The Droplet Execution Agent (DEA)
This is the component responsible for
running all applications. Each application in Cloud Foundry is run as a
droplet. A droplet is created by wrapping an application with meta-data like
the input port number, the starting mechanism and the stopping mechanism. This
wrapping is actually done by another component of Cloud Foundry called the
Stager. The Cloud Controller drops (deploys) a new application (the droplet) on
the DEA, after the latter confirms its readiness to handle the new application.
The DEA is the container that executes the new application. It also handles
scaling the applications, when the load increases, by launching new instances
of the application. Because DEAs run the applications, in a Cloud Foundry
set-up, they are the most numerous. Each DEA also monitors the application that
it is running, and generates alerts in case of a change of state.
Figure
1: Layer diagram showing cloud virtualization platform (PaaS)
The router
The router, as the name implies, takes an
incoming request, and forwards it to the appropriate DEA. It also distributes
the load among DEAs, like a load balancer. Like a hardware router, the Cloud
Foundry router maintains a routing table, which is referred to before making
routing decisions. There will be many routers in a Cloud Foundry set-up, to
handle requests. The routers themselves are load-balanced using a traditional
load balancer.

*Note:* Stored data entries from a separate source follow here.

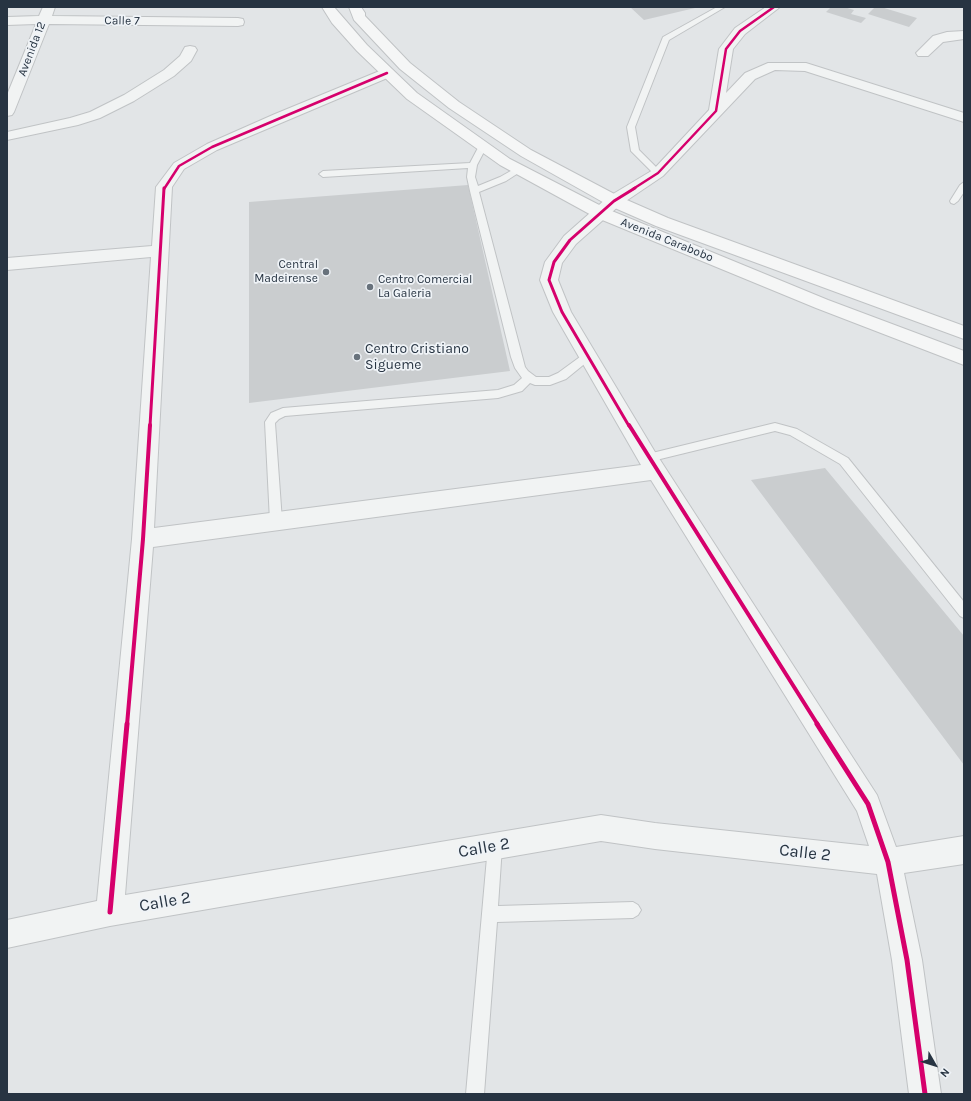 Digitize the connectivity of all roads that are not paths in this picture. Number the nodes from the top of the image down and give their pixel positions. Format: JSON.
{"nodes":[{"id":1,"x":49,"y":7,"type":"edge"},
{"id":2,"x":328,"y":7,"type":"edge"},
{"id":3,"x":355,"y":7,"type":"edge"},
{"id":4,"x":722,"y":7,"type":"edge"},
{"id":5,"x":774,"y":7,"type":"edge"},
{"id":6,"x":43,"y":20,"type":"junction"},
{"id":7,"x":7,"y":21,"type":"edge"},
{"id":8,"x":238,"y":22,"type":"dead end"},
{"id":9,"x":964,"y":35,"type":"edge"},
{"id":10,"x":190,"y":50,"type":"dead end"},
{"id":11,"x":922,"y":53,"type":"dead end"},
{"id":12,"x":387,"y":73,"type":"junction"},
{"id":13,"x":8,"y":109,"type":"edge"},
{"id":14,"x":716,"y":111,"type":"junction"},
{"id":15,"x":964,"y":118,"type":"edge"},
{"id":16,"x":7,"y":136,"type":"edge"},
{"id":17,"x":483,"y":146,"type":"junction"},
{"id":18,"x":472,"y":165,"type":"junction"},
{"id":19,"x":519,"y":170,"type":"junction"},
{"id":20,"x":658,"y":173,"type":"junction"},
{"id":21,"x":323,"y":174,"type":"dead end"},
{"id":22,"x":964,"y":185,"type":"edge"},
{"id":23,"x":474,"y":191,"type":"junction"},
{"id":24,"x":954,"y":202,"type":"dead end"},
{"id":25,"x":608,"y":207,"type":"junction"},
{"id":26,"x":160,"y":251,"type":"junction"},
{"id":27,"x":7,"y":264,"type":"edge"},
{"id":28,"x":964,"y":333,"type":"edge"},
{"id":29,"x":588,"y":357,"type":"junction"},
{"id":30,"x":964,"y":358,"type":"edge"},
{"id":31,"x":529,"y":378,"type":"junction"},
{"id":32,"x":652,"y":464,"type":"junction"},
{"id":33,"x":276,"y":521,"type":"junction"},
{"id":34,"x":143,"y":539,"type":"junction"},
{"id":35,"x":964,"y":612,"type":"edge"},
{"id":36,"x":495,"y":846,"type":"junction"},
{"id":37,"x":964,"y":850,"type":"edge"},
{"id":38,"x":888,"y":862,"type":"junction"},
{"id":39,"x":633,"y":910,"type":"dead end"},
{"id":40,"x":110,"y":912,"type":"junction"},
{"id":41,"x":490,"y":914,"type":"junction"},
{"id":42,"x":7,"y":934,"type":"edge"},
{"id":43,"x":475,"y":1094,"type":"edge"},
{"id":44,"x":925,"y":1094,"type":"edge"}],
"edges":[{"from":1,"to":6,"type":"street","name":"Avenida 12"},
{"from":2,"to":12,"type":"street","name":"Avenida Carabobo"},
{"from":3,"to":25,"type":"street","name":"Avenida Carabobo"},
{"from":4,"to":20,"type":"lane"},
{"from":5,"to":14,"type":"street"},
{"from":6,"to":7,"type":"street","name":"Calle 7"},
{"from":6,"to":8,"type":"street","name":"Calle 7"},
{"from":6,"to":13,"type":"street","name":"Avenida 12"},
{"from":9,"to":11,"type":"street"},
{"from":10,"to":16,"type":"street"},
{"from":12,"to":17,"type":"street","name":"Avenida Carabobo"},
{"from":12,"to":26,"type":"street"},
{"from":14,"to":15,"type":"street"},
{"from":14,"to":20,"type":"street"},
{"from":17,"to":18,"type":"lane"},
{"from":17,"to":19,"type":"street","name":"Avenida Carabobo"},
{"from":18,"to":21,"type":"lane"},
{"from":18,"to":23,"type":"lane"},
{"from":19,"to":23,"type":"lane"},
{"from":19,"to":25,"type":"street","name":"Avenida Carabobo"},
{"from":20,"to":25,"type":"street"},
{"from":22,"to":24,"type":"lane"},
{"from":23,"to":31,"type":"lane"},
{"from":25,"to":28,"type":"street","name":"Avenida Carabobo"},
{"from":25,"to":29,"type":"street"},
{"from":25,"to":30,"type":"street","name":"Avenida Carabobo"},
{"from":26,"to":27,"type":"street"},
{"from":26,"to":34,"type":"street"},
{"from":29,"to":31,"type":"lane"},
{"from":29,"to":32,"type":"street"},
{"from":31,"to":33,"type":"lane"},
{"from":32,"to":33,"type":"street"},
{"from":32,"to":35,"type":"lane"},
{"from":32,"to":38,"type":"street"},
{"from":33,"to":34,"type":"street"},
{"from":34,"to":40,"type":"street"},
{"from":36,"to":38,"type":"street","name":"Calle 2"},
{"from":36,"to":40,"type":"street","name":"Calle 2"},
{"from":36,"to":41,"type":"lane"},
{"from":37,"to":38,"type":"street","name":"Calle 2"},
{"from":38,"to":44,"type":"street"},
{"from":39,"to":41,"type":"lane"},
{"from":40,"to":42,"type":"street","name":"Calle 2"},
{"from":41,"to":43,"type":"lane"}]} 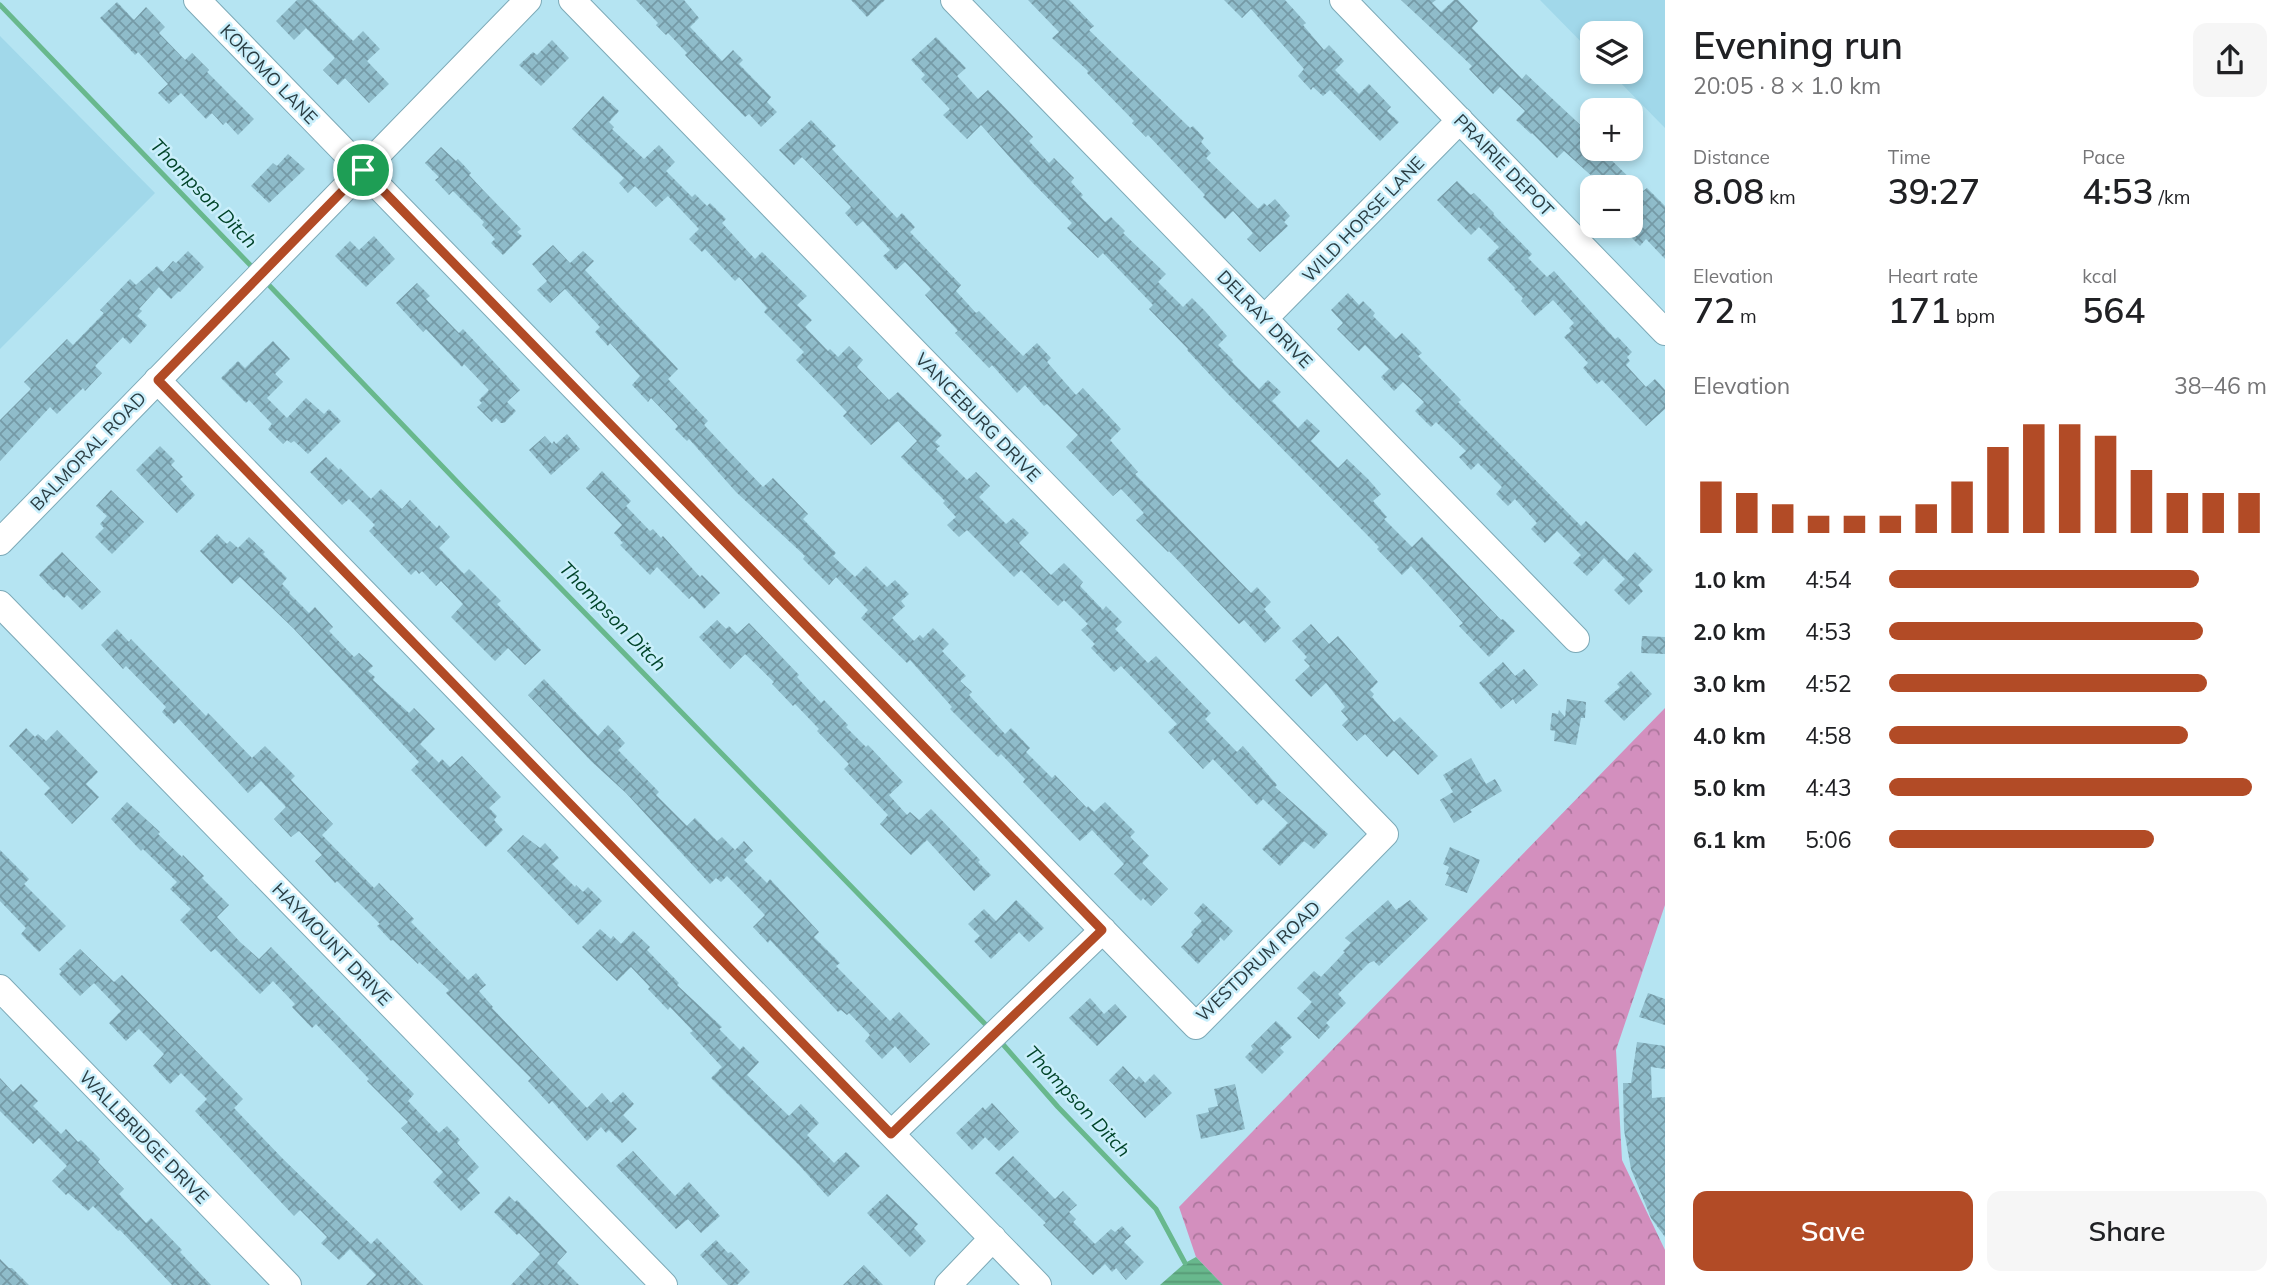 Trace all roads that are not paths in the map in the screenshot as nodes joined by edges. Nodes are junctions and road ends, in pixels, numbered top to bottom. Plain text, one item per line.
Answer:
1 (197, 0) edge
2 (528, 0) edge
3 (572, 0) edge
4 (954, 0) edge
5 (1343, 0) edge
6 (1460, 120) junction
7 (363, 170) junction
8 (1265, 318) junction
9 (1665, 331) edge
10 (158, 380) junction
11 (0, 542) edge
12 (0, 604) edge
13 (1576, 639) dead end
14 (1385, 834) joint
15 (1102, 930) junction
16 (0, 988) edge
17 (891, 1134) junction
18 (993, 1238) junction
19 (288, 1285) edge
20 (664, 1285) edge
21 (948, 1285) edge
22 (1038, 1285) edge

1 - 7 street, KOKOMO LANE
2 - 7 street, BALMORAL ROAD
3 - 14 street, VANCEBURG DRIVE
4 - 8 street, DELRAY DRIVE
5 - 6 street, PRAIRIE DEPOT
6 - 8 street, WILD HORSE LANE
6 - 9 street, PRAIRIE DEPOT
7 - 10 street, BALMORAL ROAD
7 - 15 street, KOKOMO LANE
8 - 13 street, DELRAY DRIVE
10 - 11 street, BALMORAL ROAD
10 - 17 street
12 - 20 street, HAYMOUNT DRIVE
14 - 15 street, WESTDRUM ROAD
15 - 17 street
16 - 19 street, WALLBRIDGE DRIVE
17 - 18 street
18 - 21 street
18 - 22 street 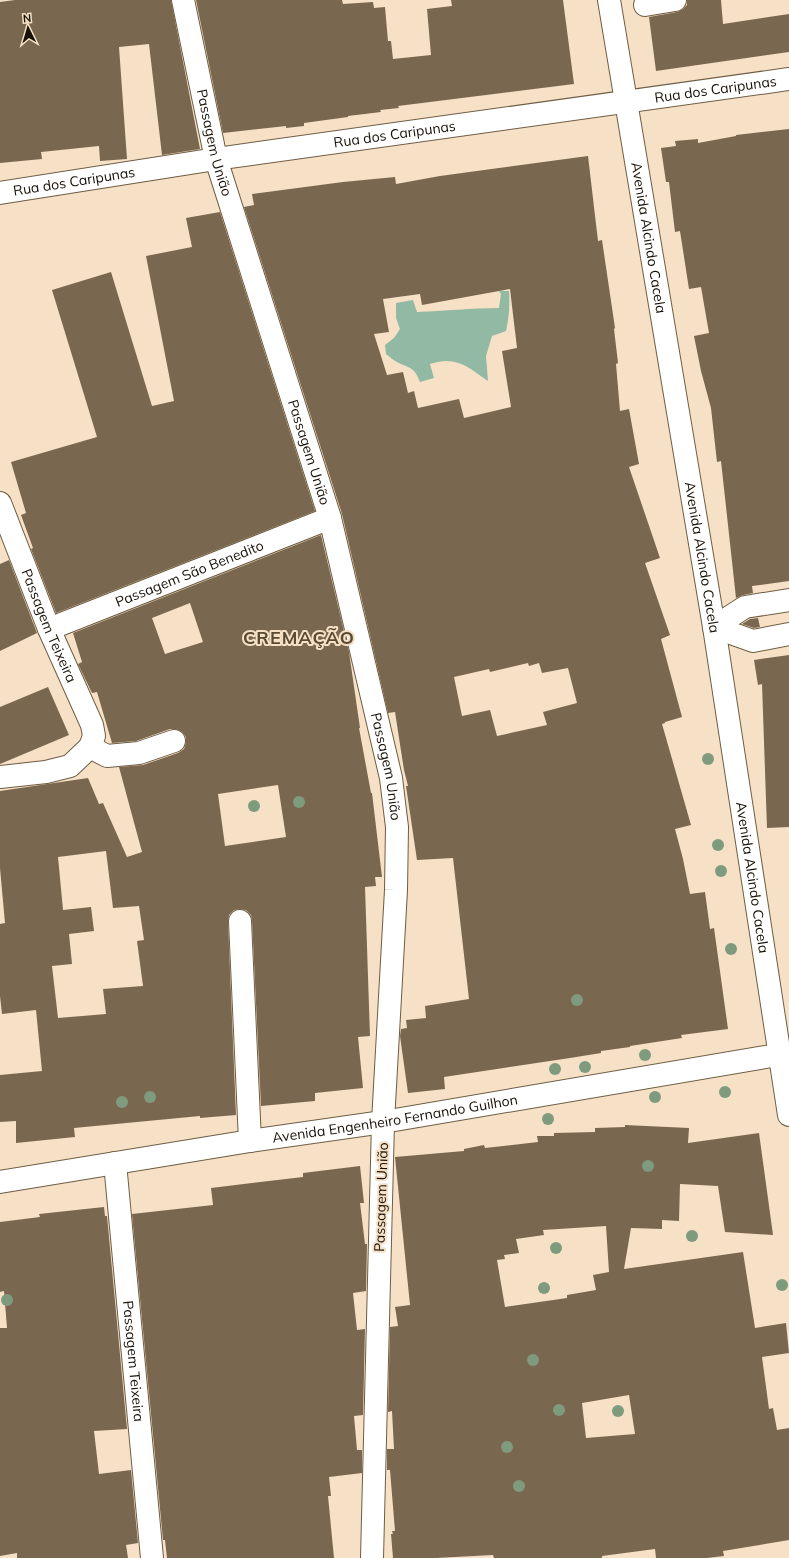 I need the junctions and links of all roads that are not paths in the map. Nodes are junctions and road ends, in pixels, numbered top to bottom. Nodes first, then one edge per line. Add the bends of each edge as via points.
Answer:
1 (183, 0) edge
2 (609, 0) edge
3 (676, 0) edge
4 (645, 5) dead end
5 (789, 79) edge
6 (625, 101) junction
7 (216, 159) junction
8 (0, 193) edge
9 (0, 503) edge
10 (330, 518) junction
11 (789, 600) edge
12 (714, 628) junction
13 (49, 629) junction
14 (789, 634) edge
15 (174, 741) dead end
16 (90, 747) junction
17 (0, 777) edge
18 (240, 921) dead end
19 (784, 1054) edge
20 (789, 1115) edge
21 (383, 1122) junction
22 (250, 1141) junction
23 (115, 1163) junction
24 (0, 1182) edge
25 (152, 1558) edge
26 (372, 1558) edge

1 - 7 street, Passagem União
2 - 6 street, Avenida Alcindo Cacela
3 - 4 street
5 - 6 street, Rua dos Caripunas
6 - 7 street, Rua dos Caripunas
6 - 12 street, Avenida Alcindo Cacela
7 - 8 street, Rua dos Caripunas
7 - 10 street, Passagem União
9 - 13 street, Passagem Teixeira
10 - 13 street, Passagem São Benedito
10 - 21 street, Passagem União via 392,778 397,827
11 - 12 street via 745,606
12 - 14 street via 753,642
12 - 19 street, Avenida Alcindo Cacela
13 - 16 street, Passagem Teixeira via 92,725 94,736
15 - 16 street via 139,752 107,756
16 - 17 street via 70,766 46,772
18 - 22 street
19 - 20 street, Avenida Alcindo Cacela
19 - 21 street, Avenida Engenheiro Fernando Guilhon
21 - 22 street, Avenida Engenheiro Fernando Guilhon
21 - 26 street, Passagem União
22 - 23 street, Avenida Engenheiro Fernando Guilhon
23 - 24 street, Avenida Engenheiro Fernando Guilhon
23 - 25 street, Passagem Teixeira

If an application that the router sent a request to have failed,
the router retries the request with another instance of the same application.
The routing table is updated in real time, based on the status of the DEAs.
Messaging
The messaging component is used by all
other components in the architecture for communications. It is designed to be
highly available and reliable. It uses asynchronous messaging semantics for
high scalability. This publish/subscribe messaging is used only for internal
communications, and is called NATS. For messaging between applications, Cloud
Foundry supports RabbitMQ.
Services
There are a set of Cloud Foundry components
that enable us to connect with external services like messaging and data
storage. These are the Service Abstraction Components, shown in Figure 2. They
are often referred to as Services in the documentation on Cloud Foundry.
Examples of external services are RabbitMQ, MySQL, mongoDB and Redis. The
actual services run outside the scope of cloud foundry. To interface with them,
the system uses the Service Gateway and the Service Provisioning Agent. There
is one Service Provisioning Agent for each external service. The Service
Gateway is the interface for the Cloud Controller to provision external
services and to track the status of those services.
Figure
2: The core components of the Cloud Foundry kernel
Cloud virtualization platforms are becoming
very popular, since they reduce the risk of cloud vendor lock-in. We have seen
the core components of Cloud Foundry and their functions. Being open source,
with wide vendor support, there is a good chance that one of your next cloud
projects will use Cloud Foundry. So have fun exploring the cloud!